Historically, a new PlayStation has been absolutely impossible to get on launch day if you didn't pre-order it. Hell, it was hard to get one within several months of initial release.
Really, I think that's one of the primary factors many people overlook when appraising previous hardware launches. People can point to unimpressive software lineups right out of the gate (although those arguments don't have quite as much merit as some believe). The bottom line is that if no store in existence has the damn thing to sell, then what difference does it make? No stock, excitement starts to dwindle fast.
Recent reports for the PlayStation 4 are encouraging, though- it seems Sony is primed and ready to flood the market with lots of systems. Some reports claim we could see as many as 10-15 million units around the world in 2013 alone, which is pretty damn good. Factor in what Sony is claiming to be their "best launch lineup of games ever," and you're looking at a product that could fly off shelves. Above all else, though, stores need the PS4 to sell, regardless of consumer interest. Love it all you want; if it isn't there, it can't be sold. You have to tempt the consumer sometimes, you know?

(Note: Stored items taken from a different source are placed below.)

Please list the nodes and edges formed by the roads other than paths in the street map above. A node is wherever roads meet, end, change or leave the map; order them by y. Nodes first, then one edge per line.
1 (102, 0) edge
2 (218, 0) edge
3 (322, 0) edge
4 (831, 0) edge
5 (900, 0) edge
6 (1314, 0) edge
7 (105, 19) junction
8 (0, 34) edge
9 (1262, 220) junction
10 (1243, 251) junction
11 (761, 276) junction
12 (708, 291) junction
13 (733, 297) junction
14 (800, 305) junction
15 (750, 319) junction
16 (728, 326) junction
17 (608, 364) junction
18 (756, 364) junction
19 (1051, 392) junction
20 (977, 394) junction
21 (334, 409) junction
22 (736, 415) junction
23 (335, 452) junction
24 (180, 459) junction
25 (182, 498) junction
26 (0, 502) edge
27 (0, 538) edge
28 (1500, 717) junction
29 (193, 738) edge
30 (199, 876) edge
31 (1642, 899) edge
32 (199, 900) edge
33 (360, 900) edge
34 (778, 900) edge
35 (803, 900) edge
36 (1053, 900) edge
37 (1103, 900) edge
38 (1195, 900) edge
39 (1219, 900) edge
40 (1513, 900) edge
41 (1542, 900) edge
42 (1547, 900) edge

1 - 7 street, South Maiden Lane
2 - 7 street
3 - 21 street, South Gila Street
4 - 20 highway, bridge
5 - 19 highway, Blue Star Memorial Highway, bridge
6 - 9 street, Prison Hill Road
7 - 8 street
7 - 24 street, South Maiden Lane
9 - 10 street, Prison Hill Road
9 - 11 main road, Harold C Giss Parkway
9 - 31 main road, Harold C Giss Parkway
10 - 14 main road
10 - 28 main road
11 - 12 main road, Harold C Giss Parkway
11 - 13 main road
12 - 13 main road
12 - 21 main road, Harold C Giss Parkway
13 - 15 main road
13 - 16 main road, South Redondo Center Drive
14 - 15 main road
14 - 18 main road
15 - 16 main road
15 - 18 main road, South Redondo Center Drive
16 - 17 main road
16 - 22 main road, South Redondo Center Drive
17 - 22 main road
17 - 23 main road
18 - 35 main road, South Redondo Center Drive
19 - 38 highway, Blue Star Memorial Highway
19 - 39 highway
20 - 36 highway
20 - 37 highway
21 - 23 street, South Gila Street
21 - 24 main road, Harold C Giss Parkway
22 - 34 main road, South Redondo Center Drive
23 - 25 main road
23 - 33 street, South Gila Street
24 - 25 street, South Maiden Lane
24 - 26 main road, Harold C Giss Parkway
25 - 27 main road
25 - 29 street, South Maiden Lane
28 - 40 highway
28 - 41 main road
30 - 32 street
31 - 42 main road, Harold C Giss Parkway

With more straightforward architecture and cheaper components, there's really no reason why the PS4 can't be manufactured with relative ease. And while it was always kinda fun to feel somewhat privileged on launch day, knowing you were one of a very small number of gamers who brought home the new system…well, it's just not good from a business standpoint. Oh, and it should also eliminate other nasty occurrences, such as the news of muggings and thefts that occurred at the launch of the PS3 (and PS2). We can really do without those, too.